3. Lifting controls over clinical trial review procedure

"Before conducting the medical device clinical trial required approval, such trial shall be formally applied for and accepted upon meeting and communication of the applicant and the review institution. The review institution will be deemed as agreeing to the trial if it does not negate or question the trial within 60 working days from the acceptance date, and the applicant can conduct the clinical trial according to the protocol submitted."

——No negation means agreeing. The clinical trial approval progress is expected to be further accelerated.

4. Lifting controls over overseas clinical trial data in China

"Overseas clinical trial data are accepted. If the clinical trial data obtained by the applicant overseas meet relevant requirements for Chinese pharmaceutical product and medical device registration, such data can be used for registration application in China upon site inspection. For the medical devices of applicants approved to be marketed overseas (except the medical devices of Class III required clinical trial approval), the clinical trial data submitted when they are approved to be marketed overseas can serve as the clinical trial information and be used for medical device registration application in China."

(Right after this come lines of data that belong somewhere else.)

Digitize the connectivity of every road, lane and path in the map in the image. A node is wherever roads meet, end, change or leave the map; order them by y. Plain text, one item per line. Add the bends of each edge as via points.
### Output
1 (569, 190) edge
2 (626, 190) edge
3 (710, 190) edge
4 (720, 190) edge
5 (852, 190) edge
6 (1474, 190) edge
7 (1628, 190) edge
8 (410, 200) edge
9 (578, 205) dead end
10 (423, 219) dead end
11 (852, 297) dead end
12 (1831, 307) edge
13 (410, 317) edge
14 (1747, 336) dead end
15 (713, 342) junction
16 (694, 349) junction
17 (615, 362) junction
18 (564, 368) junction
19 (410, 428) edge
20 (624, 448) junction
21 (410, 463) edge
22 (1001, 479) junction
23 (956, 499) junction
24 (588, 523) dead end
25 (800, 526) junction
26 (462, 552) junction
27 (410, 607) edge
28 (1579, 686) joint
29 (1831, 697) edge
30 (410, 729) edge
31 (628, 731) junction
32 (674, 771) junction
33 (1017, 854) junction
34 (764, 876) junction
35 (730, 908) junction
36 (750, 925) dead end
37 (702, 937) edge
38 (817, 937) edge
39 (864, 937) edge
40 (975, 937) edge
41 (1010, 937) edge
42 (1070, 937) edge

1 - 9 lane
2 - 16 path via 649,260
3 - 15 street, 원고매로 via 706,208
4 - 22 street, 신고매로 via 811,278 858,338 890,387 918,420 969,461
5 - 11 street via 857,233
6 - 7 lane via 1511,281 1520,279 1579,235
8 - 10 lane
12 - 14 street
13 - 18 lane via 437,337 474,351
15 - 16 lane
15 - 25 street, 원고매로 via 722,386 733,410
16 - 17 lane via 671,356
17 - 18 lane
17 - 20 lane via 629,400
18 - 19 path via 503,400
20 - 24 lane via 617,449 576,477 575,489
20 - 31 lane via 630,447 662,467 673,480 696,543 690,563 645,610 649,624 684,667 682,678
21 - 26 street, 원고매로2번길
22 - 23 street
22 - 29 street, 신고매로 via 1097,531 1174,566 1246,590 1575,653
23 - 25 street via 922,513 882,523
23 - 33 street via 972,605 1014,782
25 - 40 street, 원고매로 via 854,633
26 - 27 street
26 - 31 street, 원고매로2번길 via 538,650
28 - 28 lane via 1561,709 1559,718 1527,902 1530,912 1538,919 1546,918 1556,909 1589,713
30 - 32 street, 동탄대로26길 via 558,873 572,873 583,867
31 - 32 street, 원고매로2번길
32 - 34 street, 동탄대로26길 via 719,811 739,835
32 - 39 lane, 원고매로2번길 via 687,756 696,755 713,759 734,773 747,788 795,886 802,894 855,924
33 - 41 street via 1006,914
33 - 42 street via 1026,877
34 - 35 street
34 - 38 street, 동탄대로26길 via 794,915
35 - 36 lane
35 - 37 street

——This is conductive to the synchronous marketing of Chinese and overseas innovative medical devices.

5. Lifting controls over approval of clinically imperative and technologically innovative medical devices

"For the pharmaceutical products and medical devices that treat severe life-threatening diseases currently without effective treatment means and other pharmaceutical products and medical devices that are of great significance to solving clinical demands, if their clinical trial early and mid-term indicators show efficacy and can predict their clinical value, they can be conditionally approved to be marketed in China. R&D of innovative drugs and medical devices are encouraged. The innovative drugs and medical devices listed in China’s National Science and Technology Major Projects or supported by China’s National Key Research and Development Programs can be offered priority review and approval."

——The approval and marketing of medical devices that are clinically imperative and recognized by China as technologically innovative will be accelerated.

6. Lifting controls over R&D and approval of medical devices for rare diseases

"R&D of drugs and medical devices for rare diseases are supported. The health and family planning department shall publish the catalog of rare diseases, and establish the rare disease patient registration system. Applicants of drugs and medical devices for rare diseases can file the application for clinical trial waiver, to accelerate the review and approval of drugs and medical devices for rare diseases. The drugs and medical devices for rare diseases approved to be marketed overseas can be conditionally approved to be marketed in China, with the relevant research made up in the specified time after the marketing."